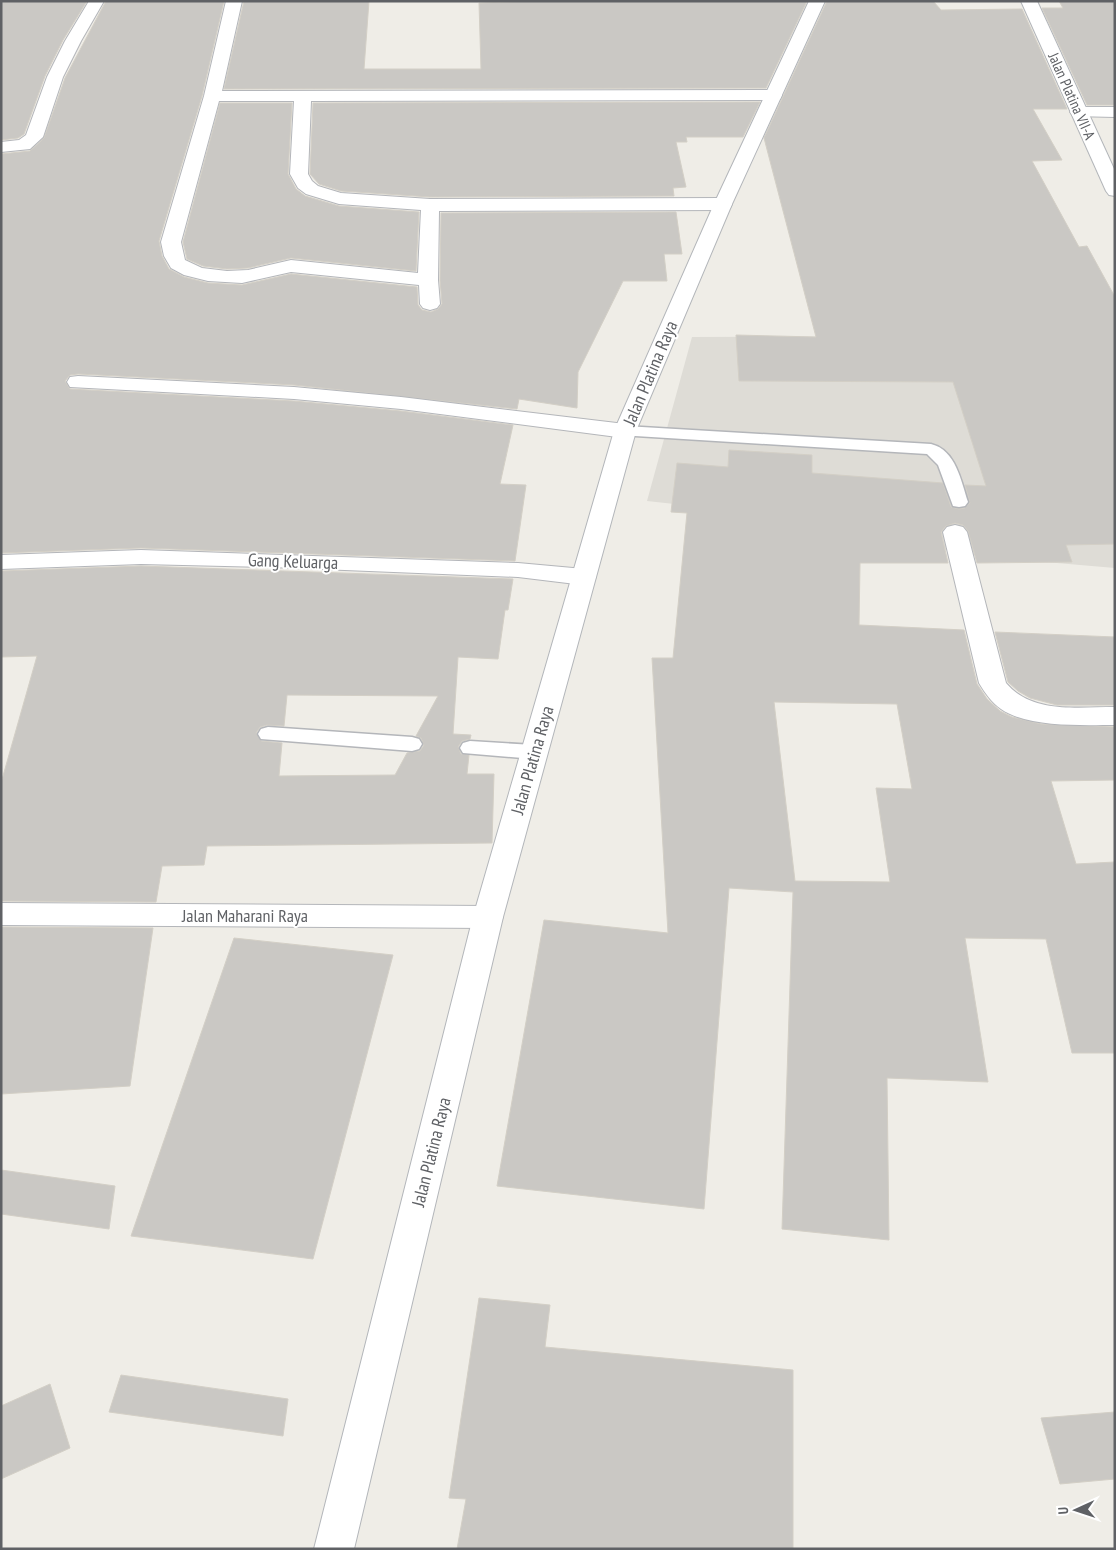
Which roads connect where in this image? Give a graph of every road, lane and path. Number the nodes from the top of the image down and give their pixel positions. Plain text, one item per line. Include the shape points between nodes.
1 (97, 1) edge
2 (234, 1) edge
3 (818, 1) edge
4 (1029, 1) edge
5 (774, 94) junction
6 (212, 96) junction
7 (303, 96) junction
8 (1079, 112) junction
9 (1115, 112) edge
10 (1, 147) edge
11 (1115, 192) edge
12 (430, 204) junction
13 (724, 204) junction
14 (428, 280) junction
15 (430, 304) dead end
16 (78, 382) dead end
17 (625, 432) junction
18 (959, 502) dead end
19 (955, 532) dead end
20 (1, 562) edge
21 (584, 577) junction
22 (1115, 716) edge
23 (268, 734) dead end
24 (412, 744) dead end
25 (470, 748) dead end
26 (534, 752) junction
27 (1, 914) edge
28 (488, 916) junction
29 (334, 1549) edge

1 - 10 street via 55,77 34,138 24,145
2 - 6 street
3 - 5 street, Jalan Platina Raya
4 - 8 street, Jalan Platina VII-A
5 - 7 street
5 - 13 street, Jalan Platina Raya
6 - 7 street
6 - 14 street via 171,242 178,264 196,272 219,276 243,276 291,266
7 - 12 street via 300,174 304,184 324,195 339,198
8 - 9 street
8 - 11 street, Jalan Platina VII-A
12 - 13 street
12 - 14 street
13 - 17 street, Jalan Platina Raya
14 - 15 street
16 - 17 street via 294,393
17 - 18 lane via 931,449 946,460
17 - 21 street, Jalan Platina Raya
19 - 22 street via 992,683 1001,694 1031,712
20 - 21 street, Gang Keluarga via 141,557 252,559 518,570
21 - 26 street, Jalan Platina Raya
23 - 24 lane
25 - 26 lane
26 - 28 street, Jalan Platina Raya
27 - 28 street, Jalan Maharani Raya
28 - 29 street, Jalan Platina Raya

■ Exercise directions ■
All records above need to be returned exactly. Omit the pictures.

■ The completed task ■
Which roads connect where in this image? Give a graph of every road, lane and path. Number the nodes from the top of the image down and give their pixel positions. Plain text, one item per line. Include the shape points between nodes.
1 (97, 1) edge
2 (234, 1) edge
3 (818, 1) edge
4 (1029, 1) edge
5 (774, 94) junction
6 (212, 96) junction
7 (303, 96) junction
8 (1079, 112) junction
9 (1115, 112) edge
10 (1, 147) edge
11 (1115, 192) edge
12 (430, 204) junction
13 (724, 204) junction
14 (428, 280) junction
15 (430, 304) dead end
16 (78, 382) dead end
17 (625, 432) junction
18 (959, 502) dead end
19 (955, 532) dead end
20 (1, 562) edge
21 (584, 577) junction
22 (1115, 716) edge
23 (268, 734) dead end
24 (412, 744) dead end
25 (470, 748) dead end
26 (534, 752) junction
27 (1, 914) edge
28 (488, 916) junction
29 (334, 1549) edge

1 - 10 street via 55,77 34,138 24,145
2 - 6 street
3 - 5 street, Jalan Platina Raya
4 - 8 street, Jalan Platina VII-A
5 - 7 street
5 - 13 street, Jalan Platina Raya
6 - 7 street
6 - 14 street via 171,242 178,264 196,272 219,276 243,276 291,266
7 - 12 street via 300,174 304,184 324,195 339,198
8 - 9 street
8 - 11 street, Jalan Platina VII-A
12 - 13 street
12 - 14 street
13 - 17 street, Jalan Platina Raya
14 - 15 street
16 - 17 street via 294,393
17 - 18 lane via 931,449 946,460
17 - 21 street, Jalan Platina Raya
19 - 22 street via 992,683 1001,694 1031,712
20 - 21 street, Gang Keluarga via 141,557 252,559 518,570
21 - 26 street, Jalan Platina Raya
23 - 24 lane
25 - 26 lane
26 - 28 street, Jalan Platina Raya
27 - 28 street, Jalan Maharani Raya
28 - 29 street, Jalan Platina Raya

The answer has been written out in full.